* What you have to do
Tally every line in the entries below that holds "Scher", then give only the total.

+++ Provided data

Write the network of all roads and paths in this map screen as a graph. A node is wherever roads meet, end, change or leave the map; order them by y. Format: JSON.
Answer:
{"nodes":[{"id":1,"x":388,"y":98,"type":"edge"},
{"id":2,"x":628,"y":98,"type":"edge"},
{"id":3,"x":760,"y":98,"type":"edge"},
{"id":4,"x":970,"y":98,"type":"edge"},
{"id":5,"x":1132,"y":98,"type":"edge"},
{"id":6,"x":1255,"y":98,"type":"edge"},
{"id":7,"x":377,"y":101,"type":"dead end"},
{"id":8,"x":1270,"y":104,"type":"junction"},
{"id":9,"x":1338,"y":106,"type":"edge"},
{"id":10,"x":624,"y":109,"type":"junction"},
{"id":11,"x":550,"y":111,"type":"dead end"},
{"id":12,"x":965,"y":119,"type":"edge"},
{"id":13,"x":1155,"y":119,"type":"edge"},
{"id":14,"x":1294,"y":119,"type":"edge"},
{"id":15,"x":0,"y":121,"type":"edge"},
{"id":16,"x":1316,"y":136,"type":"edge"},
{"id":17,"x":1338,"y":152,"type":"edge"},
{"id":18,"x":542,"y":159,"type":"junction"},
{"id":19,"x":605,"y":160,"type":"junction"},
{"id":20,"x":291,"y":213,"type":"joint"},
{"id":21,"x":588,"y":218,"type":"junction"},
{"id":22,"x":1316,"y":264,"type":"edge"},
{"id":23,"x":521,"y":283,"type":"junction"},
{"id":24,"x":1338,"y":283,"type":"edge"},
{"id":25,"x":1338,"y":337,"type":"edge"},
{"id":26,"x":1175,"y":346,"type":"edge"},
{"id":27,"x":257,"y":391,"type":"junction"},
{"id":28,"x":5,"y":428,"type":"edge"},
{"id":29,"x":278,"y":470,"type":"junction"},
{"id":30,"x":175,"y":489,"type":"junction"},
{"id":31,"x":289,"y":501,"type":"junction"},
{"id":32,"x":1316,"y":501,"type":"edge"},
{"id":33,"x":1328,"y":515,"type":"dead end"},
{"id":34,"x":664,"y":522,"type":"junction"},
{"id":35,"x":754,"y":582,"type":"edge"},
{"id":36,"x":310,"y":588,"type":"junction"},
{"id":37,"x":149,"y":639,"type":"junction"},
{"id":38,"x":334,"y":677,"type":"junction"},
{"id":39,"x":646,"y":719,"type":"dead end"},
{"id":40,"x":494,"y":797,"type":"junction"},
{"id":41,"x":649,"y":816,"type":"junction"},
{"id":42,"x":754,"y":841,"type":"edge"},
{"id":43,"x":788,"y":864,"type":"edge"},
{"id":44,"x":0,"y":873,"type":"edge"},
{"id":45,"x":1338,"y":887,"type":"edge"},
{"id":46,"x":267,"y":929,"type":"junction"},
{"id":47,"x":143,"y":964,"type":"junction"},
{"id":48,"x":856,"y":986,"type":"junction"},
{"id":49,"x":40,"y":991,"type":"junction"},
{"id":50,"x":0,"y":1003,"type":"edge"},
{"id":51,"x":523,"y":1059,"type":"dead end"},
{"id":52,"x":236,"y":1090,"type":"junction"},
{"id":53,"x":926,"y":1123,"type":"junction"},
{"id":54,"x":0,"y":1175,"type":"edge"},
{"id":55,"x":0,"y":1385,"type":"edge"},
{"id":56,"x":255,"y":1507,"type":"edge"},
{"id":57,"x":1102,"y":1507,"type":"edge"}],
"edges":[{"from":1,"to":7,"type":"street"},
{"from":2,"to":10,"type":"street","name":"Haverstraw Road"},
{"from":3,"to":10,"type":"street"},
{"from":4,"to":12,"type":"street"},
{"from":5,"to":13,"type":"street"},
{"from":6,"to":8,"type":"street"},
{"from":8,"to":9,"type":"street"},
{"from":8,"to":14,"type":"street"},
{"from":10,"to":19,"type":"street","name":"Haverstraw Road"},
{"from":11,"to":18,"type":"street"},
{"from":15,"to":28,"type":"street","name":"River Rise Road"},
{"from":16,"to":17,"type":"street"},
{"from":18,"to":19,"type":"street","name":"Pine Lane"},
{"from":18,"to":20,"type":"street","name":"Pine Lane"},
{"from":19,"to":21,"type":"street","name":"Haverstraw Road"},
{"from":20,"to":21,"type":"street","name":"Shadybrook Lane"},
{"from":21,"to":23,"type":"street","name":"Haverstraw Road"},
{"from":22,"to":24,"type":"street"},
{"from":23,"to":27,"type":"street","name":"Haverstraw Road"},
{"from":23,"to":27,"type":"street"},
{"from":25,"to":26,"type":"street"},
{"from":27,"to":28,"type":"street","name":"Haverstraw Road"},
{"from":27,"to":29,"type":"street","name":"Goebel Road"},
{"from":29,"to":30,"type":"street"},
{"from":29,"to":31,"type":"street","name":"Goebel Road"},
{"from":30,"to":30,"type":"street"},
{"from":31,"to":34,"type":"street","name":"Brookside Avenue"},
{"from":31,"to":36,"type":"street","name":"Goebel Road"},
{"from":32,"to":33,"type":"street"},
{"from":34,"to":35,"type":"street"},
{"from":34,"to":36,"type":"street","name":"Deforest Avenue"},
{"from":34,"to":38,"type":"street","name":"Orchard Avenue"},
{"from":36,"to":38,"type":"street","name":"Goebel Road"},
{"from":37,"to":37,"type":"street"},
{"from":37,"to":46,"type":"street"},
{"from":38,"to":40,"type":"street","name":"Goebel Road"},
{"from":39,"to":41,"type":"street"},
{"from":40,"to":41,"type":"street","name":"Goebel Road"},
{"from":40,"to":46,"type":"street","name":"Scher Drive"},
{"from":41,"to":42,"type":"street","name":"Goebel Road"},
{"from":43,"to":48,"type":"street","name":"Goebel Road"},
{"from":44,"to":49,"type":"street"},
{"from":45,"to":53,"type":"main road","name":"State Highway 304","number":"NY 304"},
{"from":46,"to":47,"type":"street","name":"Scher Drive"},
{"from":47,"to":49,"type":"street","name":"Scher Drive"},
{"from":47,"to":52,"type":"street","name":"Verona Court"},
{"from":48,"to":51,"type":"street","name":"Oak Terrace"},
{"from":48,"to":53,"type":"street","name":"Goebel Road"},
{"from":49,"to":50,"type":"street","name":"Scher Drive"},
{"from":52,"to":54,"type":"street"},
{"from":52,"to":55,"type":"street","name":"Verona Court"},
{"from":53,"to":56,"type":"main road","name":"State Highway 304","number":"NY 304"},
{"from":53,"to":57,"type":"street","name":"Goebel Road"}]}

++++++

* Result for this exercise
4